[Stored data entries]
*****

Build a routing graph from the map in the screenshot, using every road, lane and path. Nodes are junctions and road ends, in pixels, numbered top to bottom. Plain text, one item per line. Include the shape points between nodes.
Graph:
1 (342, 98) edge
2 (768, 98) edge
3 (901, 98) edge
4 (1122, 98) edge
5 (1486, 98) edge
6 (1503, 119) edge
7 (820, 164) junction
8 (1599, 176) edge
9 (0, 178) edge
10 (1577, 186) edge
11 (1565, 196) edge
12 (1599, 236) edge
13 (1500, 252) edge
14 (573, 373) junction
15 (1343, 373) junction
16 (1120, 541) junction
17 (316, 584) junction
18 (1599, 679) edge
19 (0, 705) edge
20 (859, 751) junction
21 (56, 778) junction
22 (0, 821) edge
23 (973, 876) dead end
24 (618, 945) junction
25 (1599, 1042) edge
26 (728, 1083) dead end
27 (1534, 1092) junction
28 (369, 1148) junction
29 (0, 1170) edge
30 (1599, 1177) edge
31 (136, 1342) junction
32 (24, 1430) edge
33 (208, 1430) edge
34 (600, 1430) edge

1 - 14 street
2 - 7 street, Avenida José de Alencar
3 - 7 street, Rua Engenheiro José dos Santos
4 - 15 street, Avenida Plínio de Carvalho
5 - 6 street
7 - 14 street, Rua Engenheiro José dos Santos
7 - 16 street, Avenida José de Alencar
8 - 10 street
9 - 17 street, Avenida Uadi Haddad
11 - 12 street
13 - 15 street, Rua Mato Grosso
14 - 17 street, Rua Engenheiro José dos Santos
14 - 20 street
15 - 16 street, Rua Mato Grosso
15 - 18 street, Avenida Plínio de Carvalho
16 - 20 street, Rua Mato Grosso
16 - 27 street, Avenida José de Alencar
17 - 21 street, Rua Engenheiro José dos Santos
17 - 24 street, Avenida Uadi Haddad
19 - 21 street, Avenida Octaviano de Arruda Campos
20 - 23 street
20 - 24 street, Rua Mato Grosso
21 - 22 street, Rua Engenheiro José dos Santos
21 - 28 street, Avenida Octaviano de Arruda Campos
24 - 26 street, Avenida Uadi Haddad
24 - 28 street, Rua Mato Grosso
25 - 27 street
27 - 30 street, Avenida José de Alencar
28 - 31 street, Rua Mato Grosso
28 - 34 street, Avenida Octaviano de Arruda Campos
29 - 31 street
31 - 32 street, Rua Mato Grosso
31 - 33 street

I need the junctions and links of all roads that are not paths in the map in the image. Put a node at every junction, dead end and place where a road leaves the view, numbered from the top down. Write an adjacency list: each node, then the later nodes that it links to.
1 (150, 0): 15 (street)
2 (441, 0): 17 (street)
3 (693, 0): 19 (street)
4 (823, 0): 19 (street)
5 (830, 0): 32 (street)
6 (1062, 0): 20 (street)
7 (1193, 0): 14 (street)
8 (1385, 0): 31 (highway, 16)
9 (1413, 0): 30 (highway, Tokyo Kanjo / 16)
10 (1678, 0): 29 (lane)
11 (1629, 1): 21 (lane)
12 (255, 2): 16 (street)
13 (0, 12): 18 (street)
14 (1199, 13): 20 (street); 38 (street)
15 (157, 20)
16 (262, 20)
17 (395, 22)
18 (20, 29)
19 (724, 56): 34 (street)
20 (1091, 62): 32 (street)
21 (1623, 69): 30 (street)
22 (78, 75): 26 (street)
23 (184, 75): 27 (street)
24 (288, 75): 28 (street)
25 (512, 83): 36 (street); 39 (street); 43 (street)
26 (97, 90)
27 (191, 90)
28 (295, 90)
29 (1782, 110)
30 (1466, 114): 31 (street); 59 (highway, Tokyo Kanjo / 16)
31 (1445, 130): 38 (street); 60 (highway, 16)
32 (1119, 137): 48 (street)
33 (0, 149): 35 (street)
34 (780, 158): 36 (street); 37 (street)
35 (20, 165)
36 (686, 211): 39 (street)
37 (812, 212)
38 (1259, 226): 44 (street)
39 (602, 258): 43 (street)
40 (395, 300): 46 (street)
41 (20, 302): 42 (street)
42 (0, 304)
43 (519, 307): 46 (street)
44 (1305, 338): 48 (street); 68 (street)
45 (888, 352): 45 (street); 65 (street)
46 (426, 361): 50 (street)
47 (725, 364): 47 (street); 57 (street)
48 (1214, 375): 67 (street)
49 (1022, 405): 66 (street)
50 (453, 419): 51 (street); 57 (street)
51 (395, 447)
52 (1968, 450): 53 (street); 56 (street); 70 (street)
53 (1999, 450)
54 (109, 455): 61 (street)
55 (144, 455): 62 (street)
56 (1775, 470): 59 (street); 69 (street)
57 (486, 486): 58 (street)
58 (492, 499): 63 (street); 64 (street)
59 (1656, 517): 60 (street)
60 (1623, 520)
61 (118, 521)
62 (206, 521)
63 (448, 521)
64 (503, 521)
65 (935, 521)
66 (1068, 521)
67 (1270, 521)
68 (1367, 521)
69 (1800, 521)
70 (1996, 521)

*****

= Description of the task =
Some lines above hold the word "junctions". Copy all of them.

= Solution for this exercise =
Build a routing graph from the map in the screenshot, using every road, lane and path. Nodes are junctions and road ends, in pixels, numbered top to bottom. Plain text, one item per line. Include the shape points between nodes.
I need the junctions and links of all roads that are not paths in the map in the image. Put a node at every junction, dead end and place where a road leaves the view, numbered from the top down. Write an adjacency list: each node, then the later nodes that it links to.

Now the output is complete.